Last October, a stolen company-issued desktop computer exposed 3.3 million patients’ names, addresses, phone numbers, dates of birth, emails, medical record numbers and health insurance plan names. Nearly 1 million patients’ medical diagnoses and/or procedures were also compromised. Two lawsuits have been filed against Sutter Health, including a $1 billion class action lawsuit.
A month earlier, computer backup tapes were stolen from a car, exposing protected health information of patients from military hospitals and clinics. A class action lawsuit of $4.9 billion was filed against TRICARE.
Though these breaches occurred at out-of-state companies, the danger to New North companies is real. And despite the potential for such devastating data breaches, businesses aren’t likely to stop hiring third-party vendors for key business functions. Companies now regularly share critical information assets – including protected health information (PHI) – with cloud providers, consultants, business process outsourcers, third-party transaction processors and other business associates.
As organizations transfer data from their protected infrastructure, they relinquish a certain degree of control – so it becomes even more important for them to remain vigilant in assessing risks to data.
Often, any anticipated cost efficiencies and other benefits to using third-party vendors evaporate as a result of costly breaches and enforcement actions. Intellectual property breaches can cost organizations dearly in terms of lost investment and reputation. Vendor data breaches may result in fines, civil penalties and loss of the public’s trust.
By law, health care insurers and other entities covered by the Health Insurance Portability and Accountability Act (HIPAA) must post a potential data breach on the U.S. Department of Health and Human Services (HHS) website. The negative publicity of this action is painful enough, but the impact of a lawsuit brought under the Health Information Technology for Economic and Clinical Health (HITECH) Act can be devastating. In spite of that, breaches of PHI occur daily and many are caused by third-party vendors.
The HHS will soon rule to eliminate or amend the “harm threshold” provision that currently allows covered entities to refrain from reporting data breaches if it does not pose a significant risk to the affected individual. Theoretically, this ruling will make business associates and subcontractors equally liable as covered entities for data breaches. Health care insurers, however, can’t afford to wait for federal regulators to conduct audits on business associates – they must take action themselves to protect their information assets. Due diligence is critical when selecting and managing relationships with vendors. Data security, privacy and compliance considerations must be top of mind (see sidebar).
Simply put, users must take a more proactive approach to ensure that their data is adequately protected. Attestation reports, if vendors have them, offer a useful perspective about a vendor’s security and privacy control environment.
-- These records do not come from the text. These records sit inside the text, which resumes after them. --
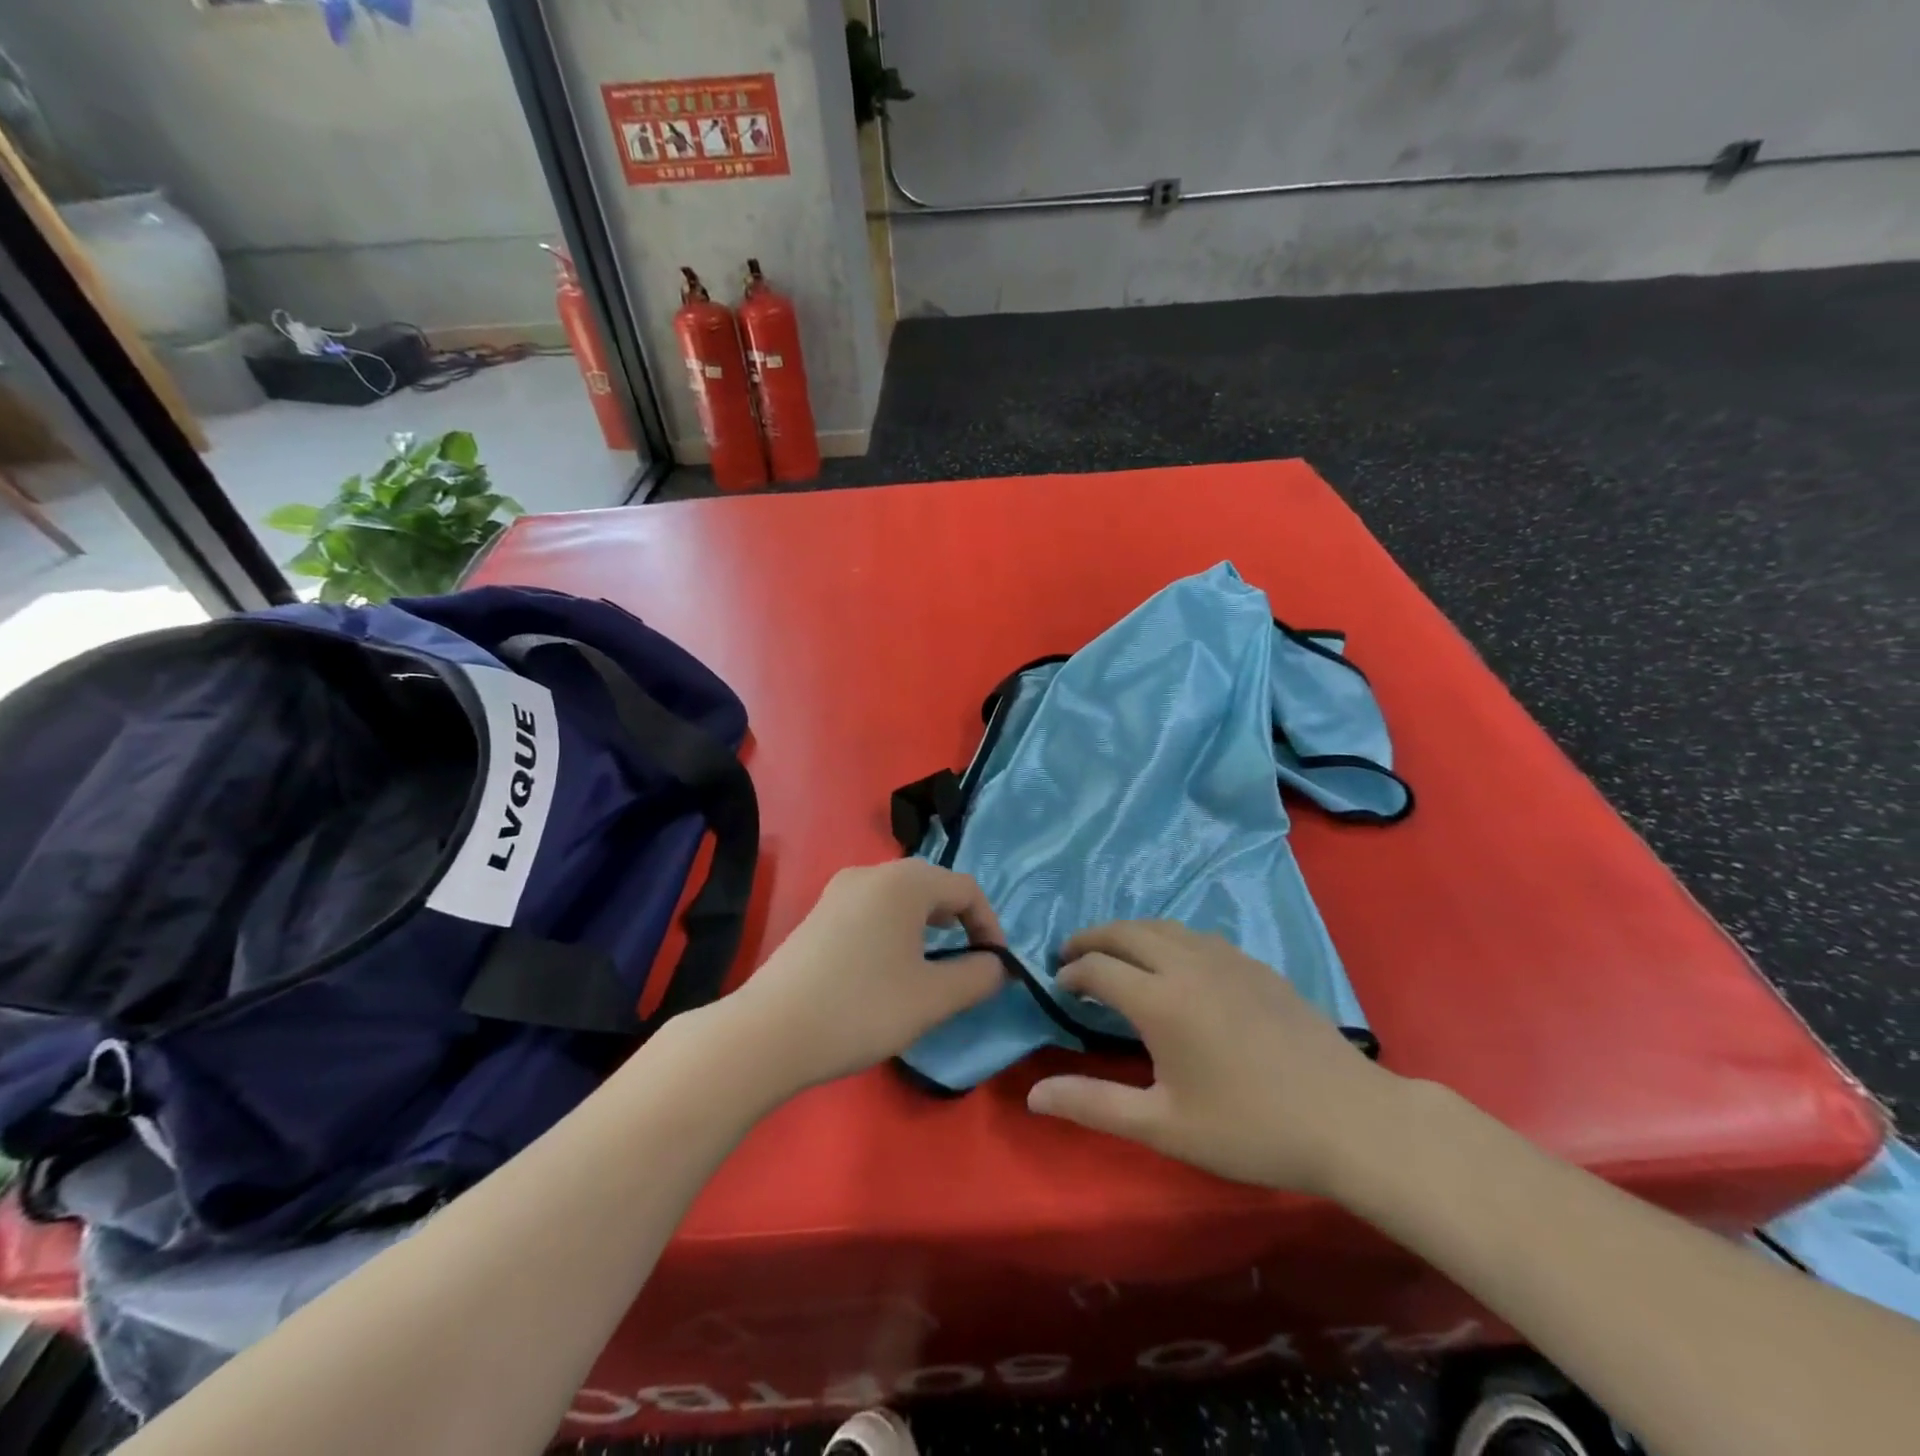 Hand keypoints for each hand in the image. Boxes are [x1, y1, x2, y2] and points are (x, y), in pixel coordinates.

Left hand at [728, 861, 1007, 1094]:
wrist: (769, 1032)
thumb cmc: (862, 1008)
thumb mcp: (933, 998)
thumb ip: (978, 976)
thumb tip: (998, 966)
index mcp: (904, 881)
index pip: (966, 889)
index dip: (990, 925)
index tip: (995, 967)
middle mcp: (871, 873)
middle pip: (932, 887)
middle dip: (959, 924)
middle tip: (967, 967)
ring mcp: (839, 891)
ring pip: (900, 900)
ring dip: (926, 930)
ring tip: (931, 971)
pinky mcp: (818, 914)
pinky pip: (872, 911)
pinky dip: (895, 932)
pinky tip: (887, 972)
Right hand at [1026, 920, 1404, 1196]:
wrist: (1350, 1120)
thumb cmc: (1250, 1129)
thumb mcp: (1165, 1126)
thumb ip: (1094, 1105)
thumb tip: (1034, 1095)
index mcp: (1160, 1000)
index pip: (1098, 968)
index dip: (1071, 972)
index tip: (1058, 985)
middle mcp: (1187, 965)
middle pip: (1125, 932)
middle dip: (1091, 938)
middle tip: (1070, 953)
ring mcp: (1226, 958)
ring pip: (1162, 926)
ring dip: (1128, 932)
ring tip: (1114, 952)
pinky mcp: (1255, 964)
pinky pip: (1196, 935)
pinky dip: (1167, 937)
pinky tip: (1174, 962) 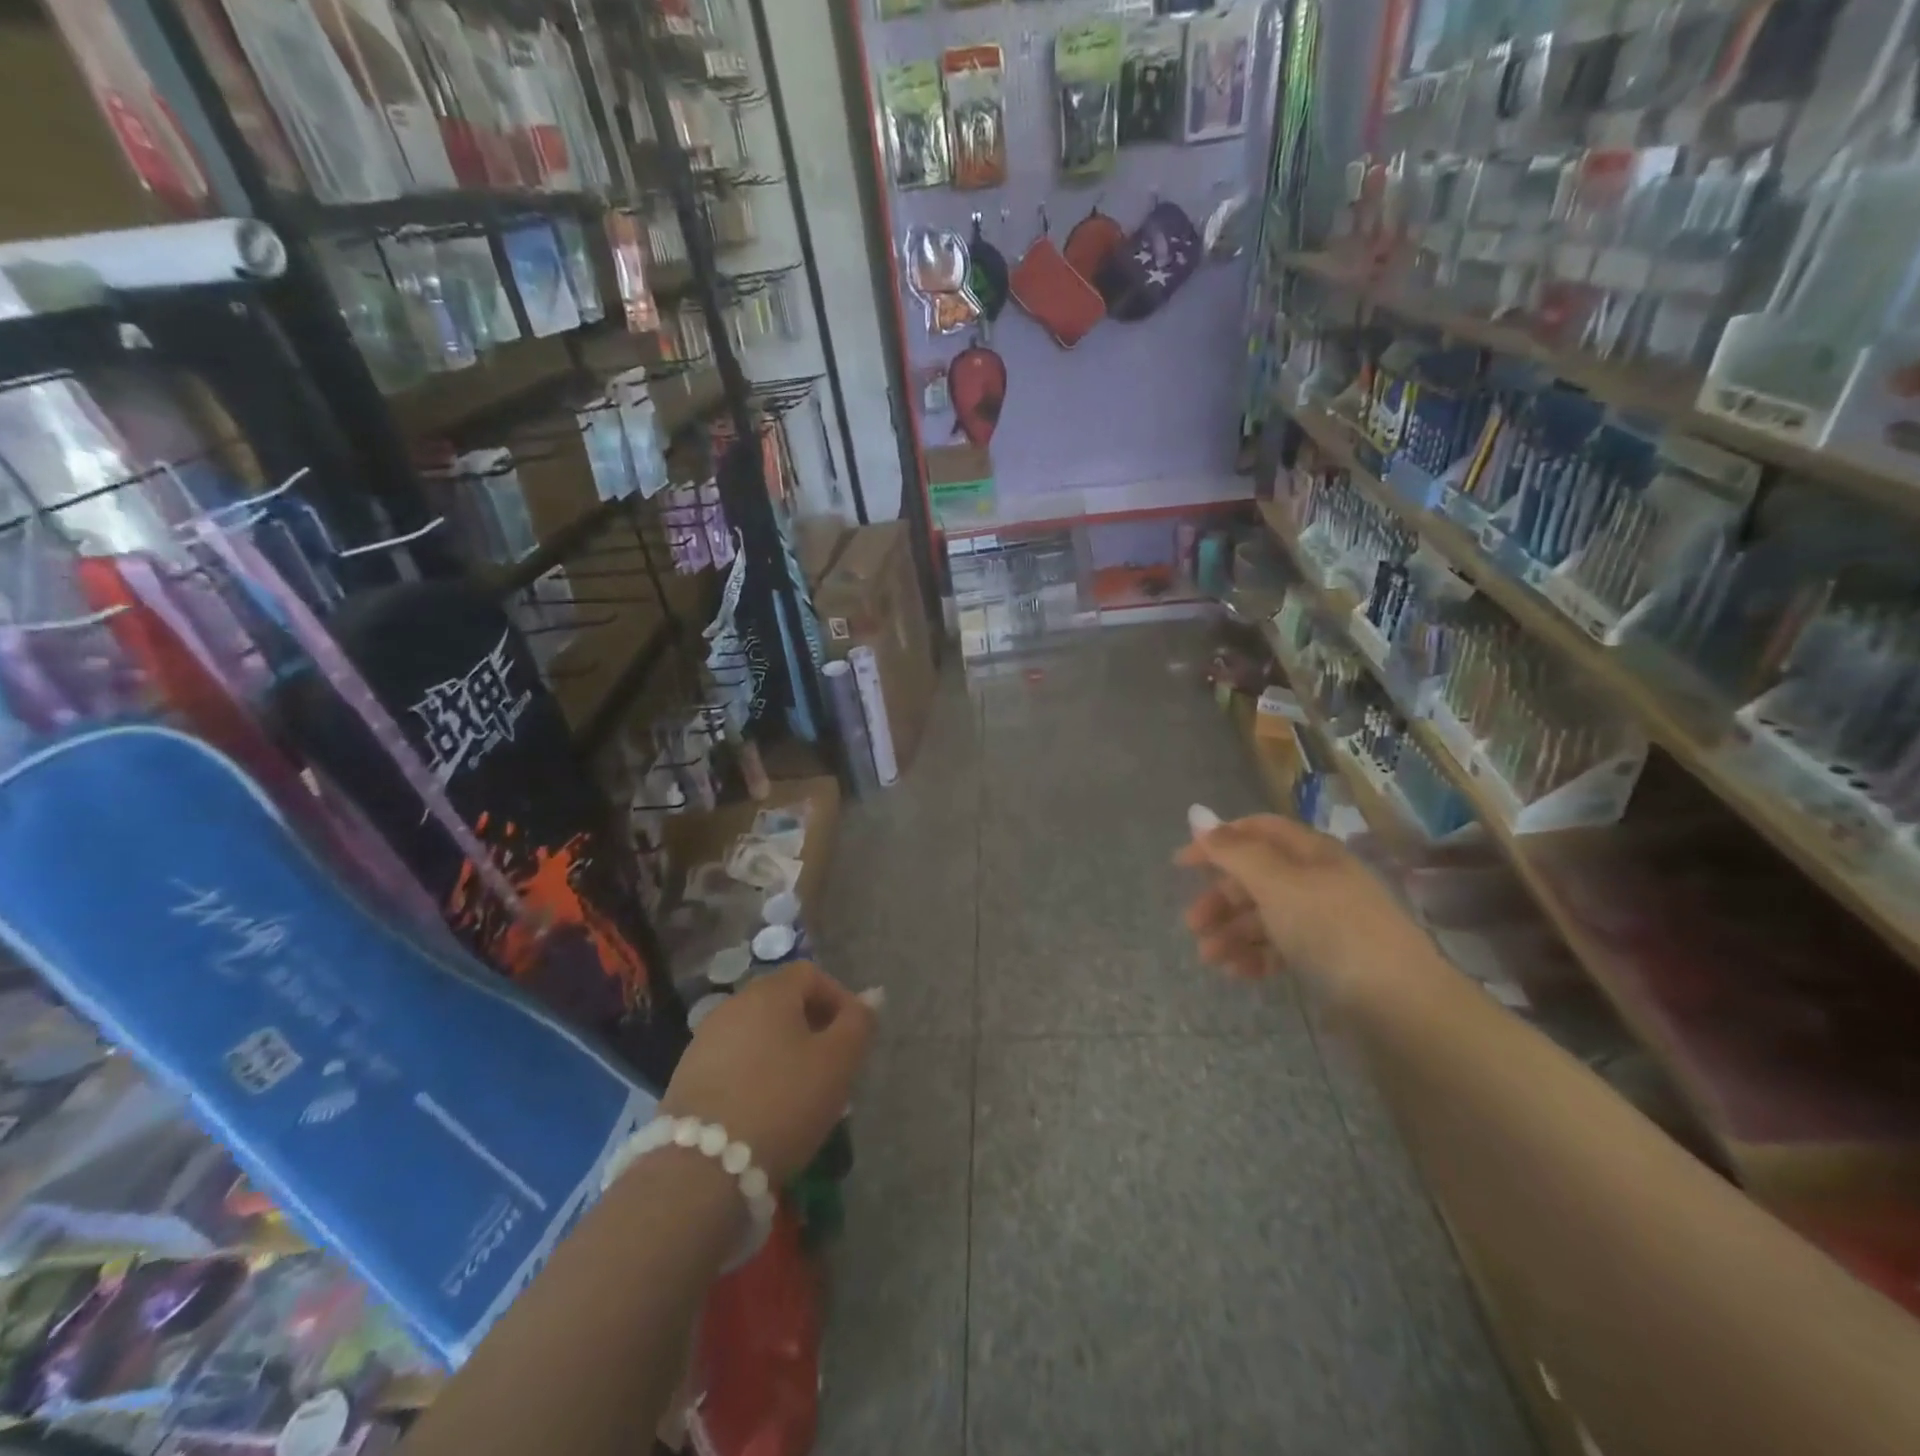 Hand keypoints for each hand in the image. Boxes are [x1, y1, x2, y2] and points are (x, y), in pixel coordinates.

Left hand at [661, 962, 875, 1184]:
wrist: (701, 1170)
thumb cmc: (782, 1102)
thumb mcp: (837, 1062)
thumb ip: (859, 1023)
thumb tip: (872, 994)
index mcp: (769, 992)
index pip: (811, 974)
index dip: (838, 998)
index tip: (853, 1037)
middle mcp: (733, 1005)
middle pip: (782, 1003)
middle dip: (812, 1029)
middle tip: (832, 1069)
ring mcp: (704, 1041)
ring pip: (758, 1035)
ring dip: (784, 1054)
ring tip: (801, 1095)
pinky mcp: (686, 1077)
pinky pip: (734, 1062)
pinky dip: (756, 1075)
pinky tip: (765, 1112)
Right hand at [1175, 815, 1426, 1004]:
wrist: (1401, 1005)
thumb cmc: (1332, 930)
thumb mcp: (1277, 884)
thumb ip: (1233, 851)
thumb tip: (1196, 813)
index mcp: (1311, 853)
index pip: (1256, 831)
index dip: (1217, 842)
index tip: (1181, 865)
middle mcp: (1319, 880)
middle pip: (1257, 877)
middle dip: (1220, 898)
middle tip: (1192, 925)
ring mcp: (1326, 921)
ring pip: (1266, 916)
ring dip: (1232, 933)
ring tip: (1210, 959)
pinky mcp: (1330, 959)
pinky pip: (1283, 948)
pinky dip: (1257, 956)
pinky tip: (1240, 973)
The AICPA’s Service Organization Control (SOC) reports provide service auditors and service organizations with tools to assess and address vendor control risk related to security, availability, processing integrity, confidentiality and privacy.
Ultimately, health care providers must have a process that continually evaluates, monitors and manages risks related to vendor operations. Even though many organizations execute vendor agreements with service providers, too few include an ongoing program to monitor and assess vendor control risks.
Health care insurers and other entities that consider using third-party vendors need to ask themselves, “Will we still be in compliance once we share our information assets with third-party vendors?” Those who hope to say “yes” must thoroughly vet their vendors and continuously monitor their security and privacy control environments.
Amy Henselin is an audit partner in Grant Thornton’s Appleton office with more than 12 years of experience in public accounting. She heads up the Wisconsin Not-for-Profit practice and serves a number of privately-held companies, including those in the manufacturing and distribution, insurance and health care industries.
What can you do to protect yourself?
Ask your third-party vendor a number of key questions about data security and privacy considerations. Questions might include:
» How will data be protected?
» What controls does the vendor have in place for intrusion detection, perimeter security, physical security, timely application of security patches and data leak prevention, among other safety measures?
» Who will have access to our data, and how can we confirm this?
» Does the vendor have the right security controls to protect our data?
» How will the provider ensure that others are not able to view our data?
» What policies and procedures are in place to detect, prevent and mitigate incidences of identity theft?
» Have there been any instances of identity theft experienced by the third-party vendor within the last two years?
» How are incidents and breaches reported?
» Will we receive notification if a breach to our data occurs?
» Does the third party have a disaster recovery plan?
» In the event of a disaster, how will the vendor protect our information assets?
» Can we get our data back if the vendor goes out of business?